Dataset entries
Start of Block

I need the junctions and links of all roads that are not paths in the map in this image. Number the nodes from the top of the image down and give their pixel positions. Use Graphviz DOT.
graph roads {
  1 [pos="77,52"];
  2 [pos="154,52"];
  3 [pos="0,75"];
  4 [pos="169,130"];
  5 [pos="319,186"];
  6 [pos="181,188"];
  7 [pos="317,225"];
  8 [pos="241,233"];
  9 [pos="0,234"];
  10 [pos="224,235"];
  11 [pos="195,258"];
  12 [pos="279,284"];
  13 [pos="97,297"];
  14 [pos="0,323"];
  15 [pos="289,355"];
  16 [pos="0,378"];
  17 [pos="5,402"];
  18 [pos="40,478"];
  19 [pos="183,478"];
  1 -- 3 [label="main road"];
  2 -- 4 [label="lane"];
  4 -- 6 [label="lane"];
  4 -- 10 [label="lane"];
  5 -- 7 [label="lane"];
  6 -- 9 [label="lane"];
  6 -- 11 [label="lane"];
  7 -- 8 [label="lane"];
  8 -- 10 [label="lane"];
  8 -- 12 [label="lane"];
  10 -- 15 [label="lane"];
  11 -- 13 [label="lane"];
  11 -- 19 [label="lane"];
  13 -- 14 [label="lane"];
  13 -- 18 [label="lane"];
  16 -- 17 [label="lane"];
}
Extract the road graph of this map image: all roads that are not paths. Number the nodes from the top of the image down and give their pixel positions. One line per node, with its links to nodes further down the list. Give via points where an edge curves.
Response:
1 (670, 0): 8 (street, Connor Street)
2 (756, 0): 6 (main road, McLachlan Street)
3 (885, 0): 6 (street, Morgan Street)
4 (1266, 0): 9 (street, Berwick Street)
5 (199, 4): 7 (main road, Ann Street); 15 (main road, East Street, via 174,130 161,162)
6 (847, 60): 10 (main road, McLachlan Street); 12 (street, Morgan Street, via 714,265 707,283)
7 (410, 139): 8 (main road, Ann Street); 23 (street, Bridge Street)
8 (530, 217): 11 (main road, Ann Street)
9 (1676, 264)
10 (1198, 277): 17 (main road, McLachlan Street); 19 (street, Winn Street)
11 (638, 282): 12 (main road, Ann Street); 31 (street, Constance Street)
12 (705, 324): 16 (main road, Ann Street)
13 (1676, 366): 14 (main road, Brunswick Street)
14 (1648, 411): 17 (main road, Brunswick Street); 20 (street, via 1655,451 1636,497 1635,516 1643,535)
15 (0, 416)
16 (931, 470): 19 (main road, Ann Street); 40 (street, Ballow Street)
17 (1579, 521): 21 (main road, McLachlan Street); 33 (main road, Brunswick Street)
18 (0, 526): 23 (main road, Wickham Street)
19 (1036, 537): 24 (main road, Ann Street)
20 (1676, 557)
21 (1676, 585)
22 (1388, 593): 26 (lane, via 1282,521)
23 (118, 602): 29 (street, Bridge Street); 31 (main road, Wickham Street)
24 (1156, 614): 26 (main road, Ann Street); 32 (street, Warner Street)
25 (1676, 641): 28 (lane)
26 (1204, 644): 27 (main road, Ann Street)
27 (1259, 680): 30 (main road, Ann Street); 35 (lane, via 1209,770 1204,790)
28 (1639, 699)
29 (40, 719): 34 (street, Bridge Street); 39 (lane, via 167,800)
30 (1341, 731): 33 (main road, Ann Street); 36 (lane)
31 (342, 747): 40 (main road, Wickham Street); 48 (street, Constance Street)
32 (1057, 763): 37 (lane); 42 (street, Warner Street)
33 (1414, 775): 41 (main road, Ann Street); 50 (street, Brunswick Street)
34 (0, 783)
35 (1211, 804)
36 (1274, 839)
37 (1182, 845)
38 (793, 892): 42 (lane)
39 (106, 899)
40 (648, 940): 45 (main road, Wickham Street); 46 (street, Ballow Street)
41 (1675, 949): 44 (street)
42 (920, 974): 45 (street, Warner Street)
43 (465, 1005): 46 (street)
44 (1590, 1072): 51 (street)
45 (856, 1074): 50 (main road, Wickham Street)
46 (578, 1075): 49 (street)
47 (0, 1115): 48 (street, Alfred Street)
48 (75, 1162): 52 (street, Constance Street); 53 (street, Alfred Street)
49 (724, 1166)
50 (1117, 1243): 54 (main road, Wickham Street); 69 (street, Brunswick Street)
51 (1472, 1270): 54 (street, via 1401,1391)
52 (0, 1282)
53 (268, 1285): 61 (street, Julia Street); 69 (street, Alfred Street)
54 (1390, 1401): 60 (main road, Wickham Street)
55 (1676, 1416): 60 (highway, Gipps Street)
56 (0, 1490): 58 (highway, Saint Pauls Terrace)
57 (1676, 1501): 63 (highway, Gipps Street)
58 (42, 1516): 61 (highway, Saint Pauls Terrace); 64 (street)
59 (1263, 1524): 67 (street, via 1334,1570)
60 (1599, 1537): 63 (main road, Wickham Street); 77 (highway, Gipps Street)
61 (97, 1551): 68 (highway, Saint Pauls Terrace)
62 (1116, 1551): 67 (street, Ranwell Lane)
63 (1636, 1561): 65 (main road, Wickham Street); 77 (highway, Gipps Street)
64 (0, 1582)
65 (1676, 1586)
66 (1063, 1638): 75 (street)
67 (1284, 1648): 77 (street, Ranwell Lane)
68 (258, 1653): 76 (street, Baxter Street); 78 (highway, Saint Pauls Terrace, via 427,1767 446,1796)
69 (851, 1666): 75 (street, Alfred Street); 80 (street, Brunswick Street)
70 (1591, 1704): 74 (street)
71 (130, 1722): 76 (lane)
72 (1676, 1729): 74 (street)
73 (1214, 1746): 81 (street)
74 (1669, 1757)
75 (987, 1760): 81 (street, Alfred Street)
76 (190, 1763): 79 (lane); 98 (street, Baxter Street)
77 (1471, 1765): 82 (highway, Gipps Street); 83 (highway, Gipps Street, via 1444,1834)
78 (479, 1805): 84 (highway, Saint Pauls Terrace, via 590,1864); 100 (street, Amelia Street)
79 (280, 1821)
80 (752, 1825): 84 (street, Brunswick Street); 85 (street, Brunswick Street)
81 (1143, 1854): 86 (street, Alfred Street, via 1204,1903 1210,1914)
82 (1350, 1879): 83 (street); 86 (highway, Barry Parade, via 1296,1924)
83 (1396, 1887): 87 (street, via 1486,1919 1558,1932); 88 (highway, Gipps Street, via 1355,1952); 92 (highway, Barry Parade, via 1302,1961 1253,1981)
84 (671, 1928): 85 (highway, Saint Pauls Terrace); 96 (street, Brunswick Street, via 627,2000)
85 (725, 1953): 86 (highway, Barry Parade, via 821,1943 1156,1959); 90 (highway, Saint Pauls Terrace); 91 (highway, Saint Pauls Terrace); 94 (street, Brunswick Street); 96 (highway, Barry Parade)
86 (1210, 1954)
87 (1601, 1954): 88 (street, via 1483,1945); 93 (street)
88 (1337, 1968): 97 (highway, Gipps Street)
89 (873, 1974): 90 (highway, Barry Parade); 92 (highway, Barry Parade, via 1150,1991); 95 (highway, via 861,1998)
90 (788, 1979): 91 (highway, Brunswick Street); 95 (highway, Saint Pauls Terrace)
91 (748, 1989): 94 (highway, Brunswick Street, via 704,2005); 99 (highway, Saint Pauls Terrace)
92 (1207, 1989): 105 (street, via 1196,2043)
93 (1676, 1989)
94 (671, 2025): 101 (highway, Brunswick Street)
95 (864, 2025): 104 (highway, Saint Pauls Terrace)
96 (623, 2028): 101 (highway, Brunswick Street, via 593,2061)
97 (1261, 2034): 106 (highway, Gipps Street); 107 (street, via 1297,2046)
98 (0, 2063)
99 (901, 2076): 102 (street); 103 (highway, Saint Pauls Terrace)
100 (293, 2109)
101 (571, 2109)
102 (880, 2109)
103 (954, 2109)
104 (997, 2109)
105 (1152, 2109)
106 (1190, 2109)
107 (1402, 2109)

End of Block

Restate word for word only the lines running from the beginning of the data to the line holding "Extract the road", both included.

* **Response to this exercise**:
I need the junctions and links of all roads that are not paths in the map in this image. Number the nodes from the top of the image down and give their pixel positions. Use Graphviz DOT.
graph roads {
  1 [pos="77,52"];
  2 [pos="154,52"];
  3 [pos="0,75"];
  4 [pos="169,130"];
  5 [pos="319,186"];
  6 [pos="181,188"];
  7 [pos="317,225"];
  8 [pos="241,233"];
  9 [pos="0,234"];
  10 [pos="224,235"];
  11 [pos="195,258"];
  12 [pos="279,284"];
  13 [pos="97,297"];
  14 [pos="0,323"];
  15 [pos="289,355"];
  16 [pos="0,378"];
  17 [pos="5,402"];
  18 [pos="40,478"];
  19 [pos="183,478"];
  1 -- 3 [label="main road"];
  2 -- 4 [label="lane"];
  4 -- 6 [label="lane"];
  4 -- 10 [label="lane"];
  5 -- 7 [label="lane"];
  6 -- 9 [label="lane"];
  6 -- 11 [label="lane"];
  7 -- 8 [label="lane"];
  8 -- 10 [label="lane"];
  8 -- 12 [label="lane"];
  10 -- 15 [label="lane"];
  11 -- 13 [label="lane"];
  11 -- 19 [label="lane"];
  13 -- 14 [label="lane"];
  13 -- 18 [label="lane"];
  16 -- 17 [label="lane"];
}
Extract the road graph of this map image: all roads that are not paths. Number the nodes from the top of the image down and give their pixel positions. One line per node, with its links to nodes further down the list. Give via points where an edge curves.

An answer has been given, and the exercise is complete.